Chica, las cosas son así. No me lo digas. No me mires de esa manera. Sabes que me pongo nervioso. Te lo he dicho. Vístete, ponte guapa. Te sacaré a bailar. No puedo ofrecerte nada más. Sólo esto que ves. Poco, lo sé. Siempre soñaste con más. Pero te engañaron quienes te dijeron que podrías tenerlo. Aquello eran sólo palabras. Yo no te miento. No tengo nada más allá de mis manos. Pero te prometo que te acariciaré como si fuese la primera vez que nos vemos. Y que te haré el amor como si fuese la última noche de nuestras vidas. Estamos aquí. Esto es todo lo que hay.
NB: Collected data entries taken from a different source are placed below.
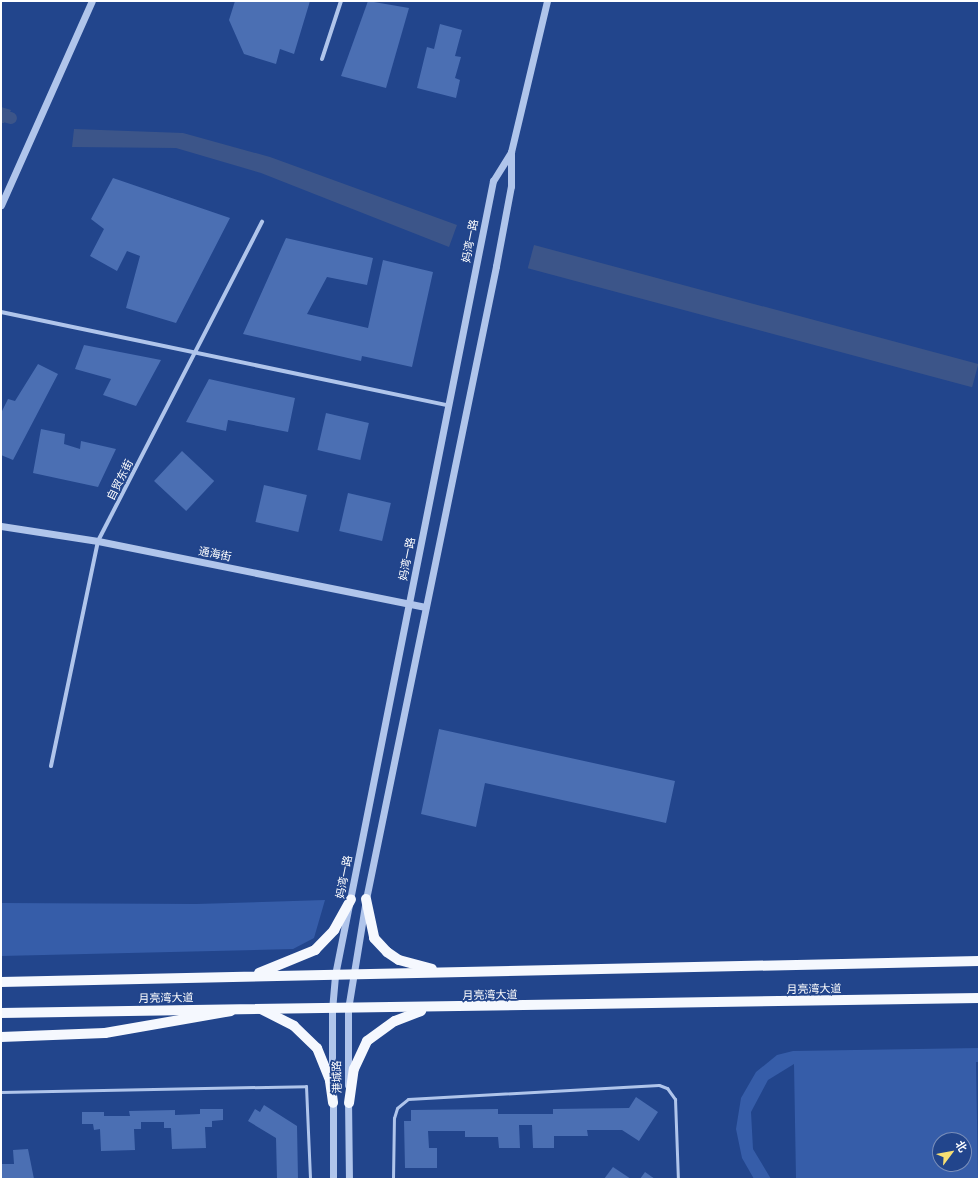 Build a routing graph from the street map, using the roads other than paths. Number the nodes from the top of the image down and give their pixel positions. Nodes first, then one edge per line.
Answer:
1 (92, 1) edge
2 (341, 1) edge
3 (547, 1) edge
4 (322, 59) dead end
5 (511, 152) junction
6 (1, 205) edge
7 (262, 222) dead end
8 (1, 312) edge
9 (195, 353) junction
10 (449, 406) junction
11 (1, 526) edge
12 (98, 541) junction
13 (409, 604) junction
14 (425, 607) junction
15 (51, 766) dead end
16 (351, 898) junction
17 (366, 899) junction
18 (979, 961) edge
19 (446, 972) junction
20 (352, 974) junction
21 (335, 975) junction
22 (242, 977) junction
23 (1, 982) edge
24 (979, 998) edge
25 (257, 1007) junction
26 (240, 1008) junction
27 (441, 1008) junction
28 (348, 1009) junction
29 (332, 1010) junction
30 (1, 1013) edge
31 (1, 1037) edge
32 (1, 1092) edge
33 (333, 1103) junction
34 (348, 1103) junction
35 (310, 1179) edge
36 (334, 1179) edge
37 (349, 1179) edge
38 (393, 1179) edge
39 (678, 1179) edge

1 - 6 street
2 - 4 street
3 - 5 street, 妈湾一路
5 - 10 street, 妈湾一路
5 - 14 street, 妈湾一路
7 - 9 street, 自贸东街
8 - 9 street
9 - 10 street
9 - 12 street, 自贸东街
10 - 13 street, 妈湾一路
11 - 12 street, 通海街
12 - 13 street, 通海街
12 - 15 street, 自贸东街
13 - 14 street, 通海街
13 - 16 street, 妈湾一路
14 - 17 street, 妈湾一路
16 - 21 street, 妈湾一路
16 - 22 main road
17 - 19 main road
17 - 20 street, 妈湾一路
18 - 19 main road, 月亮湾大道
19 - 20 main road, 月亮湾大道
20 - 21 main road, 月亮湾大道
20 - 28 street, 港城路
21 - 22 main road, 月亮湾大道
21 - 29 street, 港城路
22 - 23 main road, 月亮湾大道
24 - 27 main road, 月亮湾大道
25 - 26 main road, 月亮湾大道
25 - 29 main road, 月亮湾大道
25 - 33 main road
26 - 30 main road, 月亮湾大道
26 - 31 main road
27 - 28 main road, 月亮湾大道
27 - 34 main road
28 - 29 main road, 月亮湾大道
28 - 34 street, 港城路
29 - 33 street, 港城路
32 - 35 lane
33 - 36 street, 港城路
34 - 37 street, 港城路
38 - 39 lane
No busques más. No te lamentes. Ni lo intentes. Nadie escuchará esos lamentos. Tampoco nadie escucha tus plegarias. Tú y yo. Esta noche seremos libres. Romperemos todos los juramentos. Veo en tus ojos los fantasmas de aquellos hombres a los que dijiste que no. Olvídalo. Ya pasó. Es aquí y ahora. Mañana no importa. Mañana no existe. Nosotros no lo tenemos. Vamos. Ahora. Ven. Maquíllate. Olvidemos quienes somos. Rompamos con todo. Estamos rodeado de perdedores. Pero saldremos adelante. Vamos, chica. Bésame.

23.1.11

El material de los sueños

Se había convertido casi en una tradición. Un ritual. Un mandamiento que debía siempre seguir. Llegaba un muchacho nuevo al barrio. Tan joven, tan perdido como fuimos y estuvimos nosotros. Se acercaba, buscando calor en mitad del frío. Buscando un puñado de manos amigas, un trago, una historia común. Siempre mirábamos desde arriba al recién llegado. Había que hacerlo. Gánate tu sitio, le decíamos. Aquí no entra cualquiera. Pero sabíamos, según le mirábamos a los ojos, que aquel muchacho se acabaría convirtiendo en un hermano nuestro más. Todos iguales. Somos el mismo, al final. Escuchaban en silencio. Tardaban en hablar. Aquellas historias no las habían vivido. No sabían cuánto había de verdad. No sabían dónde llegaban las mentiras. Tampoco conocían aquella realidad. Rompíamos el hielo con fuego y ellos dudaban. Al final de la noche, cuando sus ojos se sacudían ya el miedo, cuando por fin sentían el calor de las manos amigas, balbuceaban sus primeras palabras. Antes pagaban la última ronda, por supuesto. Entonces extendía mi mano y les decía: ‘Cógela, chico. Y cuando según notaba su apretón, reclamando mucho más, como se agarra uno a los bordes de los barrancos, les preguntaba: ‘¿Lo sientes? ¿Lo notas? Toca mi piel. Éste es el material del que están hechos los sueños. Y todos los muchachos reían. Y ya éramos uno más, que es siempre mejor que ser uno menos.

4.1.11

Otro año; las mismas historias

Otro año. La misma canción que ya no suena. La historia repetida de los muchachos. La misma mujer que se marchó sin besarnos. El mismo refugio, los mismos ojos desgastados, el sueño reincidente. La misma huida que no llega. Las manos más viejas. Las cabezas menos pobladas. Los músculos cansados. El mismo lugar, de ayer, de mañana. Las mismas certezas. Los mismos nudillos hechos trizas. Los mismos labios, de madrugada, cuando no importa lo que antes importaba. El mismo espejo en el que ver los fantasmas reflejados. Al otro lado el mismo viaje. La misma calle. Las mismas ganas de seguir peleando. Allá vamos.